Task prompt: Please transcribe all of the entries exactly, leaving out any images.

Source records:
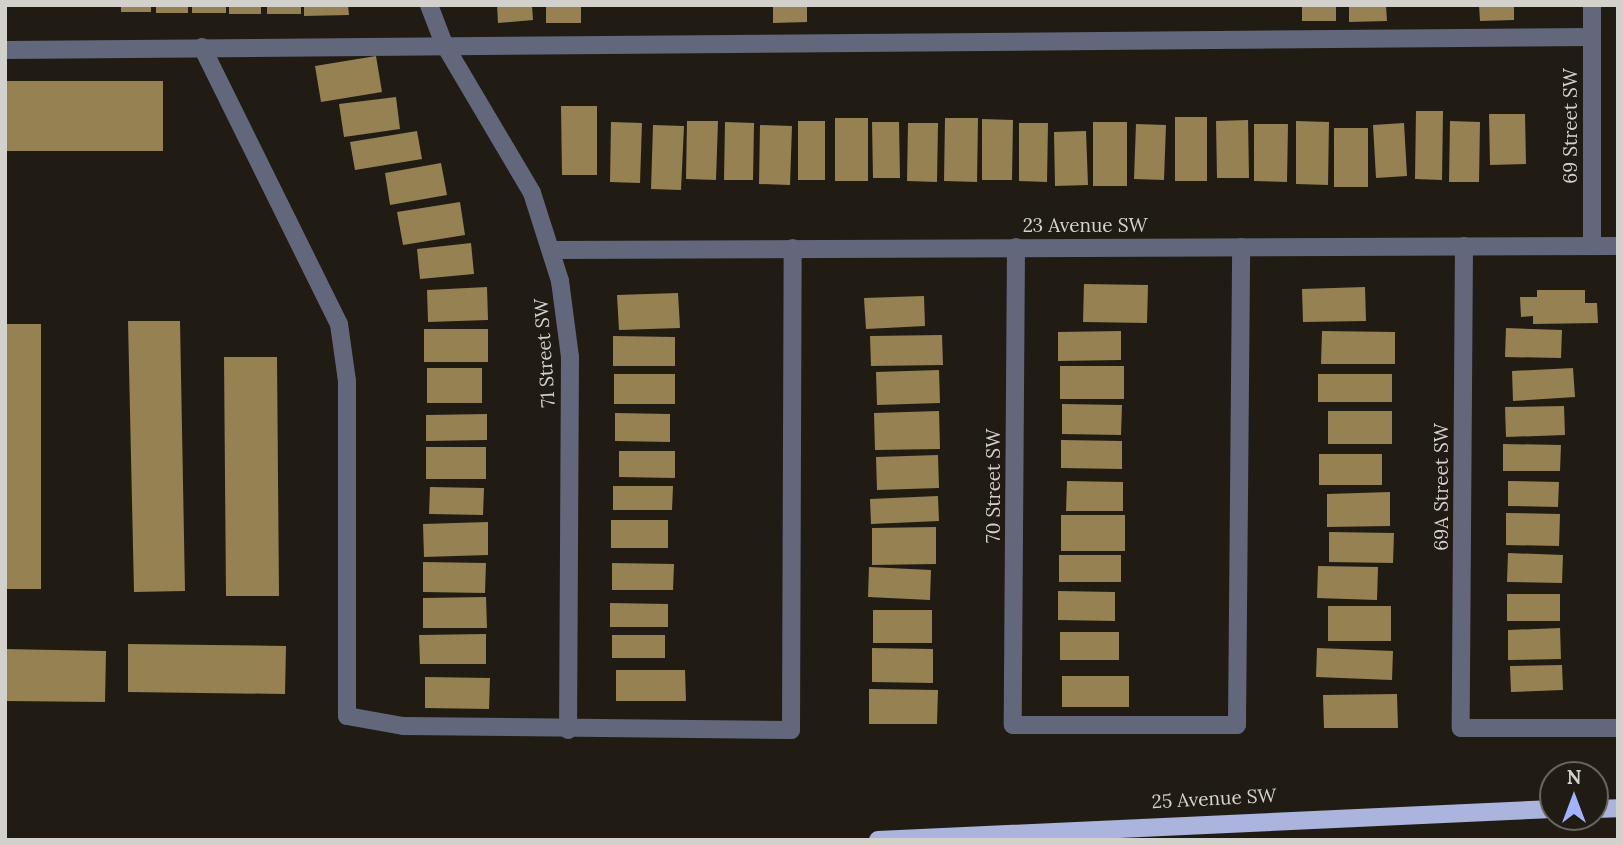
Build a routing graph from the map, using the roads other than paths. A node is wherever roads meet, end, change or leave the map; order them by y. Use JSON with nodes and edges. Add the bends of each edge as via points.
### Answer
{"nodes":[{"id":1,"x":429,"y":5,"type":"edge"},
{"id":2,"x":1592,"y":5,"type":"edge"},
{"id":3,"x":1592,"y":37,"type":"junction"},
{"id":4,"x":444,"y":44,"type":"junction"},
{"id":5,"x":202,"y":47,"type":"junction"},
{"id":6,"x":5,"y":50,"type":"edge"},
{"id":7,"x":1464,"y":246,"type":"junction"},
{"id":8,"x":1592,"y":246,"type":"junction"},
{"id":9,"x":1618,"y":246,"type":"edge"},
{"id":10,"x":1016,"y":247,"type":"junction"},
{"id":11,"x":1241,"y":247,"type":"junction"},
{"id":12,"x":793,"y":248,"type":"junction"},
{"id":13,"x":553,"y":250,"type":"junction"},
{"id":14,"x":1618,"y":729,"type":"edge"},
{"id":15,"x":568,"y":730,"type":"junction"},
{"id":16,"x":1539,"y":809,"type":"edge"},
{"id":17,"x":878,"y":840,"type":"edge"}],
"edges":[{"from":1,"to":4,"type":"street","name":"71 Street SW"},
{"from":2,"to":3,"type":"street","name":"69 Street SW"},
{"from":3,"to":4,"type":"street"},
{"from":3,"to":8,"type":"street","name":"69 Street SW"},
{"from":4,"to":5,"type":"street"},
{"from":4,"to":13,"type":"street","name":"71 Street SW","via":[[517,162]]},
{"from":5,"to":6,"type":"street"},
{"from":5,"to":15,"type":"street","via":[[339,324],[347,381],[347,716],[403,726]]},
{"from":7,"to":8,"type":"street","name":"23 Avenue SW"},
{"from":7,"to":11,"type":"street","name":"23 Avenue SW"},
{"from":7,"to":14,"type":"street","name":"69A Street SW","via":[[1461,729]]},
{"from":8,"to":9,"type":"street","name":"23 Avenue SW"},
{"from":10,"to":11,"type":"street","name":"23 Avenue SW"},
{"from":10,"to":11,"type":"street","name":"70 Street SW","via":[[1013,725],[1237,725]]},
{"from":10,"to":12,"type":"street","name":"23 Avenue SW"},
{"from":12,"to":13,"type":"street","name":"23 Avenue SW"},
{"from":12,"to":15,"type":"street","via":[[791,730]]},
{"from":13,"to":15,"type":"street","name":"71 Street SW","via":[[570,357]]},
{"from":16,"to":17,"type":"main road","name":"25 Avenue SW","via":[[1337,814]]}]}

Answer to the exercise:
Build a routing graph from the map, using the roads other than paths. A node is wherever roads meet, end, change or leave the map; order them by y. Use JSON with nodes and edges. Add the bends of each edge as via points.
### Answer
{"nodes":[{"id":1,"x":429,"y":5,"type":"edge"},
{"id":2,"x":1592,"y":5,"type":"edge"},
{"id":3,"x":1592,"y":37,"type":"junction"},
{"id":4,"x":444,"y":44,"type":"junction"},
{"id":5,"x":202,"y":47,"type":"junction"},
{"id":6,"x":5,"y":50,"type":"edge"},
{"id":7,"x":1464,"y":246,"type":"junction"},
{"id":8,"x":1592,"y":246,"type":"junction"},
{"id":9,"x":1618,"y":246,"type":"edge"},
{"id":10,"x":1016,"y":247,"type":"junction"},
{"id":11,"x":1241,"y":247,"type":"junction"},
{"id":12,"x":793,"y":248,"type":"junction"},
{"id":13,"x":553,"y":250,"type":"junction"},
{"id":14,"x":1618,"y":729,"type":"edge"},
{"id":15,"x":568,"y":730,"type":"junction"},
{"id":16,"x":1539,"y":809,"type":"edge"},
{"id":17,"x":878,"y":840,"type":"edge"}],
"edges":[{"from":1,"to":4,"type":"street","name":"71 Street SW"},
{"from":2,"to":3,"type":"street","name":"69 Street SW"},
{"from":3,"to":4,"type":"street"},
{"from":3,"to":8,"type":"street","name":"69 Street SW"},
{"from":4,"to":5,"type":"street"},
{"from":4,"to":13,"type":"street","name":"71 Street SW","via":[[517,162]]},
{"from":5,"to":6,"type":"street"},
{"from":5,"to":15,"type":"street","via":[[339,324],[347,381],[347,716],[403,726]]},
{"from":7,"to":8,"type":"street","name":"23 Avenue SW"},
{"from":7,"to":11,"type":"street","name":"23 Avenue SW"},
{"from":7,"to":14,"type":"street","name":"69A Street SW","via":[[1461,729]]},
{"from":8,"to":9,"type":"street","name":"23 Avenue SW"},
{"from":10,"to":11,"type":"street","name":"23 Avenue SW"},
{"from":10,"to":11,"type":"street","name":"70 Street SW","via":[[1013,725],[1237,725]]},
{"from":10,"to":12,"type":"street","name":"23 Avenue SW"},
{"from":12,"to":13,"type":"street","name":"23 Avenue SW"},
{"from":12,"to":15,"type":"street","via":[[791,730]]},
{"from":13,"to":15,"type":"street","name":"71 Street SW","via":[[570,357]]},
{"from":16,"to":17,"type":"main road","name":"25 Avenue SW","via":[[1337,814]]}]}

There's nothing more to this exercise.